当然のことですが、定期的なレビューをしなければ何の意味もありません。カテゴリー分けもうまくいき、グラフも適切な値を示しはじめたら、2~3日おきにダッシュボードをチェックするようにします。原文筆者の場合、週に1、2回ダッシュボードをチェックするだけでした。しかし、「今日はとくに非生産的な1日を送ってしまった」と思った日には、どこが間違いだったのかを確認するために、日に何度かダッシュボードを開くこともあったそうです。

ここでもう一度言いますが、このツールで効果をあげたいと思うなら、定期的なレビューを決して怠らないようにしてください

レビューをしていくうちに、いくつか注意しなければと思う点が出てくるでしょう。例えば、当たり前ですが、非生産的な活動は最小限にしたほうがよいと思うはずです。WEBブラウジングもたまにはよい刺激になるでしょうが、もしあなたが最も時間を費やしているサイトがFacebookだったとしたら、その時間を減らしたほうがいいかもしれません。

もし何かサポートが必要なら、RescueTimeのPro版を使ってみるのもよいでしょう。特定サイトへのアクセスをブロックしたり、一定時間経過するとアラートを出してくれるなどの機能があります。

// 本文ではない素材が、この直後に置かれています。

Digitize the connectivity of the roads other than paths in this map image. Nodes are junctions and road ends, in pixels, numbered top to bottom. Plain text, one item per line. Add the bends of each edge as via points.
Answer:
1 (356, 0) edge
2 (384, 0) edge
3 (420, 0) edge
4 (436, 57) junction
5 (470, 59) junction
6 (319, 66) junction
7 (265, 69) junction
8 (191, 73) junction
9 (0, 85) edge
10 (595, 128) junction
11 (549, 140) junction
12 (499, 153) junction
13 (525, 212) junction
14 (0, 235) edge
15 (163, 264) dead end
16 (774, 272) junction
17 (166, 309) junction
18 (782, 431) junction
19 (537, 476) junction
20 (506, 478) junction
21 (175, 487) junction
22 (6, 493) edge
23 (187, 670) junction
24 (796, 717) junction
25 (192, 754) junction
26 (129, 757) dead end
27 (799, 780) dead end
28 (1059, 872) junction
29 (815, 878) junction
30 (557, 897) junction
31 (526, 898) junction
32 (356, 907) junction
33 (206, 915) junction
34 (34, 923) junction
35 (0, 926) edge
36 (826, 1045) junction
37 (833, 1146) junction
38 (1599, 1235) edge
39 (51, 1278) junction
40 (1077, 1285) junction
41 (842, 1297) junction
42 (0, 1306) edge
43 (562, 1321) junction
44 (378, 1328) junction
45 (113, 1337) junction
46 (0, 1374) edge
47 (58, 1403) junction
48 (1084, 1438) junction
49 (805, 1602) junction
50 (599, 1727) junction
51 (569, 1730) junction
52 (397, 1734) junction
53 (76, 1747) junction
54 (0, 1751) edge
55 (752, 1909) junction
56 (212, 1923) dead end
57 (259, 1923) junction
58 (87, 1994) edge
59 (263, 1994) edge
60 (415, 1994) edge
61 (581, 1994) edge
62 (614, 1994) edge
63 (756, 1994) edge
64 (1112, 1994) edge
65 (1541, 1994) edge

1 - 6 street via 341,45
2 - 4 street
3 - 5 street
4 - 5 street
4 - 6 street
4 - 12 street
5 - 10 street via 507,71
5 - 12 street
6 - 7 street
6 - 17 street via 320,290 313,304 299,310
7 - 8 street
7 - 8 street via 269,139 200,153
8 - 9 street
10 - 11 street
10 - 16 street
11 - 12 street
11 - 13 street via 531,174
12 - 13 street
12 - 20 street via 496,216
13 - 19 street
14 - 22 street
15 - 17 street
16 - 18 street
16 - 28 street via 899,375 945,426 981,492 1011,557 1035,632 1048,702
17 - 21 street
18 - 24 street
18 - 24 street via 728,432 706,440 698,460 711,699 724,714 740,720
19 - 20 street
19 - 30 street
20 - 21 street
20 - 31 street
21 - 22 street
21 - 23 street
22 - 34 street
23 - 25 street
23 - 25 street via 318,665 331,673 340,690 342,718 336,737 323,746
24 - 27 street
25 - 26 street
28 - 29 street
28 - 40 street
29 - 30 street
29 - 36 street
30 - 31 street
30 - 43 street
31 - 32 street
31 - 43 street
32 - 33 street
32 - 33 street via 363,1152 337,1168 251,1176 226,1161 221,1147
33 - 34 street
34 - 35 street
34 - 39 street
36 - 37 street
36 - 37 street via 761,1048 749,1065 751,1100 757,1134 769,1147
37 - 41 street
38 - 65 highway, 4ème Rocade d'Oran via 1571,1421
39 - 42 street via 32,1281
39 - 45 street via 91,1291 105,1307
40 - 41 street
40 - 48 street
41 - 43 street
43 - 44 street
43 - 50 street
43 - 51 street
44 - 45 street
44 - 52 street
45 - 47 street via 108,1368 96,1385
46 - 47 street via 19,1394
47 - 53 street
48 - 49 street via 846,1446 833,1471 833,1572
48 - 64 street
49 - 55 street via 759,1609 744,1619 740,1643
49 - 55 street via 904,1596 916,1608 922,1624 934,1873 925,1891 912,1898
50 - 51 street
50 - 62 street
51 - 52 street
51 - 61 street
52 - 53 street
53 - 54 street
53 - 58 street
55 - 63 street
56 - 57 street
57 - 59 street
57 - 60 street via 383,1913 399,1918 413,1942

さらに重要なのは、仕事のフリをしている「時間の無駄づかい」に気をつけることです完璧主義は生産性の敵です。1つのタスクに必要以上に時間を掛けすぎることは、全体から見ると時間の無駄づかいになっている可能性があります。ダッシュボードでレビューをするときは、アクティビティリストをじっくりと見て、特定の「生産的」アクティビティが飛び抜けて高い値を示していないかチェックしてください

原文筆者の場合だと、ある数日間「Flickr」に使っている時間が多すぎることに気づきました。その数日間、自分の記事に使うための「完璧な画像」を探すことに時間を掛けすぎていたのです。きっと数分以内には適当な画像を見つけていたと思うのですが、その後もっといい画像がないかと探し続けてしまったのです。たしかに気持ちはわかります。しかし、完璧主義は生産性の大きな障害となることを覚えておいてください

肝心なことは、あなたが仕事中にどのように時間を過ごしているかに気づくことです。短時間で終わらせるべきタスクに時間を掛けすぎていないか、よく注意してみてください。気をつけているうちに、たとえ重要でないタスクについつい没頭してしまったとしても、すぐに我に返って何かもっと価値あることに時間を使えるようになっていくでしょう。


RescueTimeのすべてを説明することはできませんでしたが、あなたが時間の無駄づかいをチェックし、適切な時間管理を始める助けにはなるでしょう。タイムトラッキングは、一見それほど効果がないようにも見えますが、続けていくうちにいつの間にか生産性が向上し、ストレスも軽減していることに気づくはずです。

もし、他に良いタイムトラッキングツールを知っているという人は、ぜひコメント欄に書きこんでください。それでは、お仕事がんばってくださいね。